In the motel room something has changed. The wind and rain gust against the door, blowing it open until I shoulder it shut and lock it. Laing and I are either some place that looks very much like the original room, or else we are still in the original room and it’s been altered slightly. So how was the room different? In some ways, admittedly, the changes were simply the result of the passing of time. It was brighter, for instance. But other differences were harder to understand. Why was the TV set smaller, or the peephole in the door higher so that now I had to stand on my toes to see through it? And the cheap heavy curtain across the window that looks out onto the balcony is the color of lilac now, though to be honest perhaps it was always lilac.

Laing continues, his voice slightly lower, as if someone or something else was listening in and this part was just for me.

“Just over a month before this movie was made, a bomb destroyed the Los Angeles Times building, killing over 20 people, and when he hears gunshots outside the window his mind is seized with the images of the mangled dead in Los Angeles, their severed parts in the dust only to be re-animated in the second coming (‘He will come again to judge the living in the dead’) and this epiphanic moment of his gives her time to finish him off, to gut him like she gutted deer so many times as a young girl with her full-bearded uncle in Oneonta, New York.

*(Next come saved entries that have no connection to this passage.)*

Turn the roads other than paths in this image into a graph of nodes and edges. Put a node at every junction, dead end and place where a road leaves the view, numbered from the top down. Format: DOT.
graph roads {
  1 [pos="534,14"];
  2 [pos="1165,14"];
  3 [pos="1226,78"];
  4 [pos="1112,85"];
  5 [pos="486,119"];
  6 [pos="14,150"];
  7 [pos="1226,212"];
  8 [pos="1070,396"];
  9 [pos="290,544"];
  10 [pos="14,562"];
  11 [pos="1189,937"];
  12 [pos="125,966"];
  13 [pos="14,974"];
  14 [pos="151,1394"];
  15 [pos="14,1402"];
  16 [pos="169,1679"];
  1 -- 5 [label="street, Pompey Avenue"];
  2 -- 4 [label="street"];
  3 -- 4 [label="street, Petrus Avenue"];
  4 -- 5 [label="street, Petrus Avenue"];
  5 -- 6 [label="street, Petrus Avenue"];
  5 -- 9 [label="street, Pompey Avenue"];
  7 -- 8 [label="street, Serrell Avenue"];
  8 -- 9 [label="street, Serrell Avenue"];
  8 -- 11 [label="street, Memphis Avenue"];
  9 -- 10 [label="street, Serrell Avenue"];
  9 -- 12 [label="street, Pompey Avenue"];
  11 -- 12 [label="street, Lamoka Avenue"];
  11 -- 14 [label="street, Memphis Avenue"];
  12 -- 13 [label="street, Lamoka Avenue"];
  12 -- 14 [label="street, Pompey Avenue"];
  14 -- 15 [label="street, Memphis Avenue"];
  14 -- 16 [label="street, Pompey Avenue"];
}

“There is so much blood now on the wall and the window and the desk and the floor that she slips. Somewhere, not far away, a camera is rolling and Edwin S. Porter is directing a scene from the short film The Greater Love. The earth passes through the tail of Halley’s Comet, and a woman in Philadelphia is said to die from the resulting cyanogen gas. President William Howard Taft has a nightmare in which the sheets of his bed metamorphose into sheets of black quicksand that suck him into outer space. H. G. Wells republishes his story ‘When the Sleeper Awakes’ which contains the lines ‘We have our troubles … this is a time of unrest.’ There is so much blood now, even the sepia can’t disguise the color.

“But the film doesn’t have to end this way. Why should it? It could end, instead, in the very instant it began: the precise moment of the film frame. There is no before. There is no after. There is just the forever now of this frozen moment, full of possibilities, when their eyes are always-already on the verge of meeting.”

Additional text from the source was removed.